(WORK ITEM): Count every line below in which "nodes" occurs, then give only the count.

(STUDY MATERIAL):
* * * * *
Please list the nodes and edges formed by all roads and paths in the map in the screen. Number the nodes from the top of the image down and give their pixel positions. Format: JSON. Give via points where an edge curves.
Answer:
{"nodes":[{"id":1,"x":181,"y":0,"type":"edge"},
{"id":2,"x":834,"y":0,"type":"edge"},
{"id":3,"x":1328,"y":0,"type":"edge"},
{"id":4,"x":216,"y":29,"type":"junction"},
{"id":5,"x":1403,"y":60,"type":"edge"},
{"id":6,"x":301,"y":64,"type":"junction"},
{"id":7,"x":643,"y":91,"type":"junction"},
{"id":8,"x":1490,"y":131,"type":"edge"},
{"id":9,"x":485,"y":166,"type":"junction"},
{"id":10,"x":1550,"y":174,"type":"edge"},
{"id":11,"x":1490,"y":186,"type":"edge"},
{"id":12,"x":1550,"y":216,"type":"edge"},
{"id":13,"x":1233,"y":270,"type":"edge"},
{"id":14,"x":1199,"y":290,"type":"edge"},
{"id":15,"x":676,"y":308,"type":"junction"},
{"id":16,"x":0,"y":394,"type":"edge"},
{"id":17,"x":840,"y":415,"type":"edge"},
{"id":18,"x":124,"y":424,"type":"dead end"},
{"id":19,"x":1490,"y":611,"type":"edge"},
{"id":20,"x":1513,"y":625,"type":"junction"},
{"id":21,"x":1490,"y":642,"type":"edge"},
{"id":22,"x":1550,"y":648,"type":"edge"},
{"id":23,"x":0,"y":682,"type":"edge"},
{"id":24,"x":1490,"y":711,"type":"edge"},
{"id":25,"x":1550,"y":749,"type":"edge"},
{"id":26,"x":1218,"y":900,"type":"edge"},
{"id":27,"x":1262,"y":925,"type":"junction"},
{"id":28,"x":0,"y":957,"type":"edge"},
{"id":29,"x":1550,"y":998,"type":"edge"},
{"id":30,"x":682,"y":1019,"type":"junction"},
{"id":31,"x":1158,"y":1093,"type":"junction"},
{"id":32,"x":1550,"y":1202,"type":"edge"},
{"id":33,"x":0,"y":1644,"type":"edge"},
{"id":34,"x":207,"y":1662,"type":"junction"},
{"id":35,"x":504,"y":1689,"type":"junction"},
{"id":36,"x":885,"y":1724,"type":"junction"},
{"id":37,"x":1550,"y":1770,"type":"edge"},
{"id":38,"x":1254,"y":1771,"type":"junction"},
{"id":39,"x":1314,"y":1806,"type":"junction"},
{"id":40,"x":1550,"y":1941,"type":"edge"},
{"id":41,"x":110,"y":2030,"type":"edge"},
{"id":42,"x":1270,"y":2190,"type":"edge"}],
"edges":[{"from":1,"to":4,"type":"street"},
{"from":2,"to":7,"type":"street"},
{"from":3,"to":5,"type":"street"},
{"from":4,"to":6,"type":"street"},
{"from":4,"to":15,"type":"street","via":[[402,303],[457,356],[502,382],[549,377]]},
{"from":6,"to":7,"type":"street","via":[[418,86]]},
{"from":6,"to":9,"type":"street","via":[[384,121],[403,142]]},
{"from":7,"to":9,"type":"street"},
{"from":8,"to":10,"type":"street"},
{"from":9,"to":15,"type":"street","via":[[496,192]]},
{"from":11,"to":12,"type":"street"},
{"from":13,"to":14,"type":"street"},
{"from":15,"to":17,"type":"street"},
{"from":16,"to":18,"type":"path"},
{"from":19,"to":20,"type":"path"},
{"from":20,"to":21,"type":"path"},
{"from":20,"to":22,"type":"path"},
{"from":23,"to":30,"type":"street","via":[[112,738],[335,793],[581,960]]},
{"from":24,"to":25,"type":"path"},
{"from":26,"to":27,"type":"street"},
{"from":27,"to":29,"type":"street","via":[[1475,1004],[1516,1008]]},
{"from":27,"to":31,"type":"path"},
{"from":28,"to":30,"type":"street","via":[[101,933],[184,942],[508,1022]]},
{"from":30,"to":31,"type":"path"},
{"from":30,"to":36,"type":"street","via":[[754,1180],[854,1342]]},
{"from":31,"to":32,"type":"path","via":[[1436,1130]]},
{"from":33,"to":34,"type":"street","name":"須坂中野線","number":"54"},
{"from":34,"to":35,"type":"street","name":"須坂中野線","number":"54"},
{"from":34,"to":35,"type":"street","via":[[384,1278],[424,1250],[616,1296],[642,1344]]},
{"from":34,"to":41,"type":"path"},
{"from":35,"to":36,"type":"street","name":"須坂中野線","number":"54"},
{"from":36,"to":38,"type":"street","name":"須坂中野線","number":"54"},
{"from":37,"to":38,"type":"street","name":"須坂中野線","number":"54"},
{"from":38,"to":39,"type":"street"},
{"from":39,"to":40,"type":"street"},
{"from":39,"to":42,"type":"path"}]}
* * * * *
(REPLY TO THE TASK): 2